En la primera época de este Callejón del Viento, era uno de los asiduos de la columna y siempre escribía de él refiriéndome a «mi amigo Chano». Su amistad, además, te permitía gozar de un privilegio que pocas ciudades han tenido nunca: llamarte de dos maneras. Una era la de la partida de nacimiento y otra, la que hubiera escogido Chano para bautizarte. A mí, ya digo, me puso Javier y no sé yo si eso no influiría para que bautizara así a mi hijo: Javier, al que Chano, a su vez, llamaba Joaquín. Como ven, eso de tener dos nombres es una delicia de la que solo se podía gozar en Vilagarcía y era gracias a Chano.

Tristeza colectiva e indefinible

Cuando en una ciudad muere uno de sus personajes, una tristeza colectiva e indefinible se adueña del ambiente. Es como si hubiera muerto uno de los nuestros, alguien que nos unía a todos, al que conocíamos todos y que nos conocía a todos. Además, Chano y quienes como él gozan o gozaban de la devoción popular, son muy queridos, no encuentras quien los critique o se alivie con su pérdida, concitan la unanimidad del cariño y la ternura y a veces, en los momentos de enfrentamiento, su presencia recuerda que hay un vínculo común que une a los ciudadanos de un lugar, de cualquier lugar.

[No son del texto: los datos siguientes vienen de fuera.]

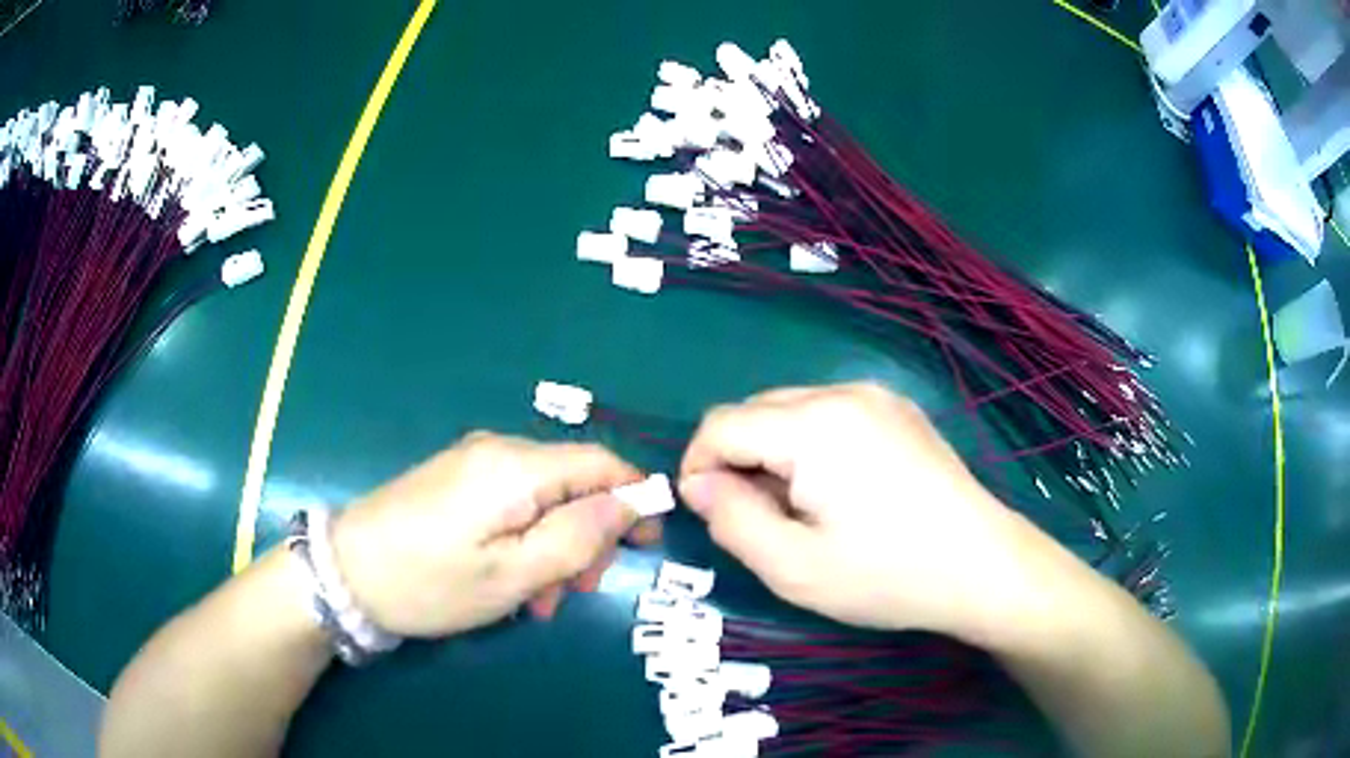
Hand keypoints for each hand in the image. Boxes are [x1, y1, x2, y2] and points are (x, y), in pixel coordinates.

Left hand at [331, 432, 660, 637]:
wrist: (345, 573)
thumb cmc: (431, 582)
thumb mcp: (513, 574)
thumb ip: (578, 536)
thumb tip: (630, 502)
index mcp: (516, 467)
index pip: (601, 463)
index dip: (635, 498)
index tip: (649, 544)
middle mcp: (498, 450)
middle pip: (573, 482)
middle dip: (588, 535)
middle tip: (580, 591)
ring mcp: (472, 462)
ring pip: (543, 498)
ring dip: (555, 546)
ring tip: (540, 600)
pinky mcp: (455, 480)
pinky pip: (511, 503)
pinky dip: (526, 539)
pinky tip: (513, 579)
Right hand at [679, 383, 1028, 637]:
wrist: (983, 566)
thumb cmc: (887, 575)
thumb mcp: (792, 568)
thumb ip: (731, 520)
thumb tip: (699, 484)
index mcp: (813, 425)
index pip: (721, 424)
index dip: (699, 466)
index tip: (709, 513)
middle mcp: (843, 393)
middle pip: (756, 411)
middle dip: (739, 460)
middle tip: (760, 520)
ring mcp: (878, 397)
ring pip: (792, 411)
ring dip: (775, 453)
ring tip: (802, 510)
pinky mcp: (899, 411)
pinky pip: (831, 415)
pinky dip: (811, 446)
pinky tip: (840, 491)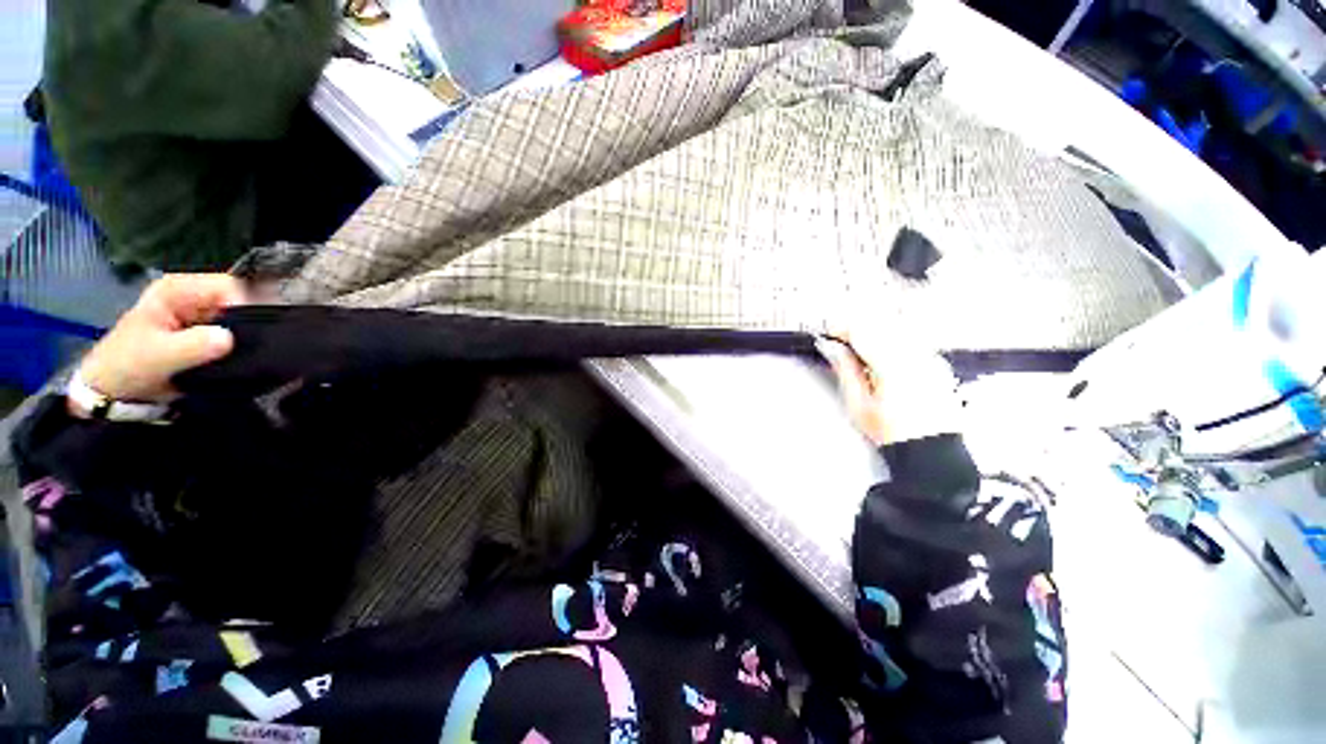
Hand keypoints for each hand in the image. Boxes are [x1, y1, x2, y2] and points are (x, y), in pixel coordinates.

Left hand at [72, 274, 246, 410]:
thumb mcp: (158, 356)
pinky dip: (239, 346)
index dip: (241, 306)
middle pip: (238, 301)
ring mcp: (201, 314)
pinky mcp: (208, 332)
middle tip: (243, 349)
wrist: (116, 391)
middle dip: (245, 325)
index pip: (227, 286)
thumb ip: (193, 345)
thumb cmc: (128, 366)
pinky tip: (234, 360)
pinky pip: (236, 334)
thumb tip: (229, 339)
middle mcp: (193, 296)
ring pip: (241, 319)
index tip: (243, 334)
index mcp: (178, 289)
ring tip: (238, 357)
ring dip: (243, 338)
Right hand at [817, 331, 960, 445]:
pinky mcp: (937, 362)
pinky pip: (910, 339)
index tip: (827, 335)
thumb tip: (829, 345)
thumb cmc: (889, 430)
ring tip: (859, 350)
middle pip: (880, 323)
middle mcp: (915, 354)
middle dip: (857, 328)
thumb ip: (844, 369)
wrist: (931, 451)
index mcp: (892, 366)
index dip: (841, 328)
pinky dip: (891, 340)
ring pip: (896, 327)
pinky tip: (882, 357)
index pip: (863, 331)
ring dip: (874, 331)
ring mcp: (930, 356)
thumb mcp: (858, 403)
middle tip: (840, 342)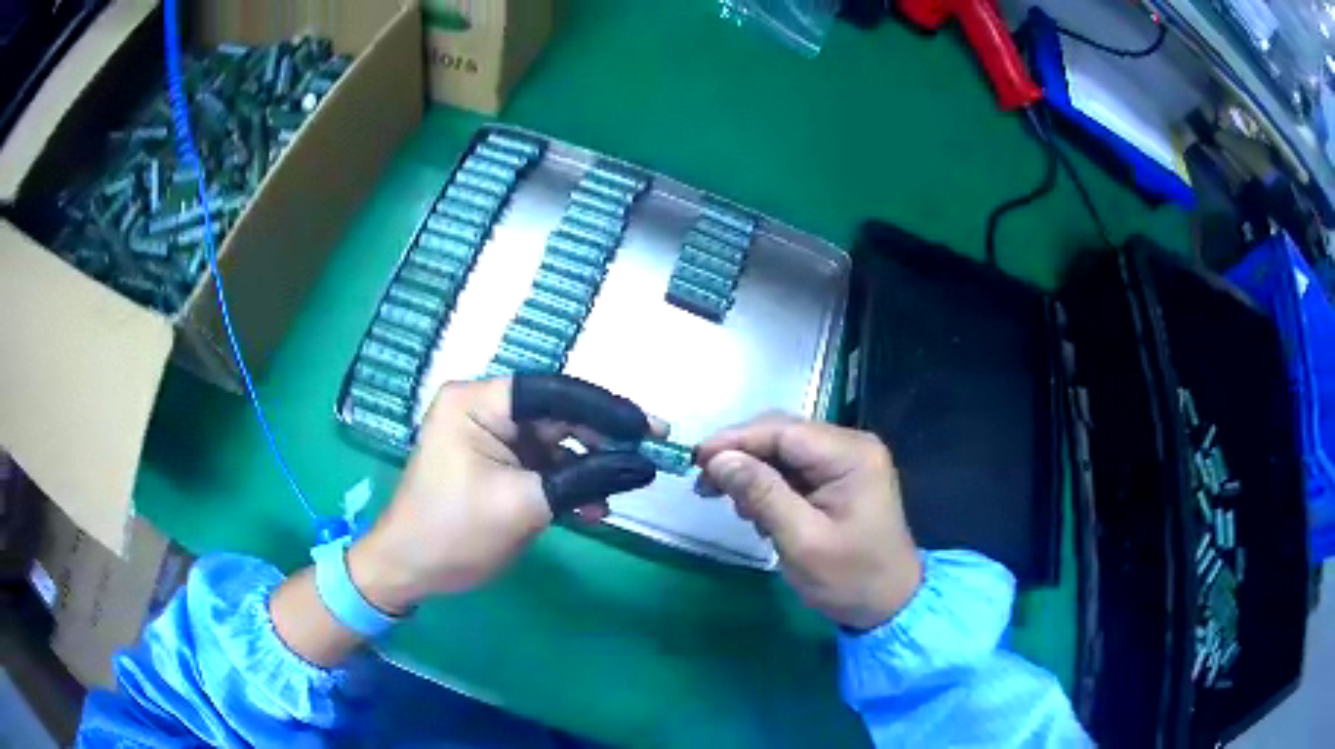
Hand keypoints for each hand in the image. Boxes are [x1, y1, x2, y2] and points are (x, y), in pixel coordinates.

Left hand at [348, 375, 660, 613]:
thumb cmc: (455, 532)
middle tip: (650, 456)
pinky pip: (544, 466)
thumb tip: (646, 466)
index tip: (649, 429)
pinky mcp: (497, 465)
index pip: (553, 393)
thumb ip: (588, 478)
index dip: (605, 409)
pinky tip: (593, 509)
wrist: (411, 572)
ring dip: (589, 468)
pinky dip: (569, 485)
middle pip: (558, 416)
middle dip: (602, 441)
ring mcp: (490, 438)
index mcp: (478, 402)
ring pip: (556, 443)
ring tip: (622, 491)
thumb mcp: (525, 505)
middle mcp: (484, 409)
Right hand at [698, 414, 921, 629]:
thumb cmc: (850, 578)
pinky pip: (794, 470)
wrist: (888, 605)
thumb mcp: (802, 541)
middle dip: (741, 456)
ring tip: (735, 507)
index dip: (736, 440)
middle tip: (705, 485)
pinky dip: (769, 486)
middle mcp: (851, 446)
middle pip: (782, 435)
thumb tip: (718, 459)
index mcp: (851, 454)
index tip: (695, 459)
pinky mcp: (839, 479)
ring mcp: (847, 461)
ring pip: (784, 451)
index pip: (783, 430)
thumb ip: (762, 494)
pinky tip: (758, 512)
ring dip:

Chano Buhigas ha muerto con 77 años. Pertenecía al gremio de los personajes entrañables andarines, de los caminantes infatigables, uno de los grupos más comunes en el universo extravagante. He conocido a varios a lo largo de los años y las ciudades. Nano, que era tío de la cantante Amaral y recorría traseras y barrios con un estandarte de la Virgen, entonando salmodias ininteligibles que se escuchaban con unción, aunque no se entendiera nada. El señor Correcaminos, que contaba los pasos que daba e informaba a quien le pedía la cifra: «Hoy llevo 4.891». El Shakespeare de la calle Moret de Cáceres, que la recorría arriba y abajo recitando escenas completas de Hamlet.

Las frases solemnes

Recuerdo un conserje en la universidad que había formado parte del elenco de los personajes urbanos y habían acabado acogiéndolo en una facultad. El hombre hacía caso a cuanta indicación llegara de los alumnos y así, durante un tiempo y a instancias de ellos, entraba a cada hora en el aula y avisaba a los catedráticos con una solemne proclama: “Profesor, ha llegado su hora”. Chano era más discreto. Solo le gustaba pronunciar frases solemnes cuando acababan las películas en la Semana de Cine y desde la última fila sentenciaba: «Éche o que hai».

De ahí no se sale

Como escribía Serxio González en estas páginas, Chano Buhigas descendía de una saga de empresarios de la salazón que dio alcaldes a Carril y un almirante a la Armada. Los Buhigas eran consignatarios y pagadores de la coya, que era como se conocía a los estibadores en los años 50 del siglo pasado. En una foto hecha en 1920, que se guarda en el primer piso del Club de Regatas, aparecen los representantes de las fuerzas vivas vilagarcianas en ese tiempo y allí está el consignatario Chano Buhigas, antepasado de nuestro querido personaje. Y cuando Joaquín Porto abrió su tienda de antigüedades Establecimientos El Hogar, el día de San José de 1942, lo hizo en un local, el actual en la calle Castelao, que alquiló a los señores de Buhigas, cuyo chalé en la misma calle era una referencia urbana. Pero más allá del lustre de un apellido y de la enjundia de una saga, Chano ha entrado en la historia sentimental de Vilagarcía y de ahí no se sale jamás.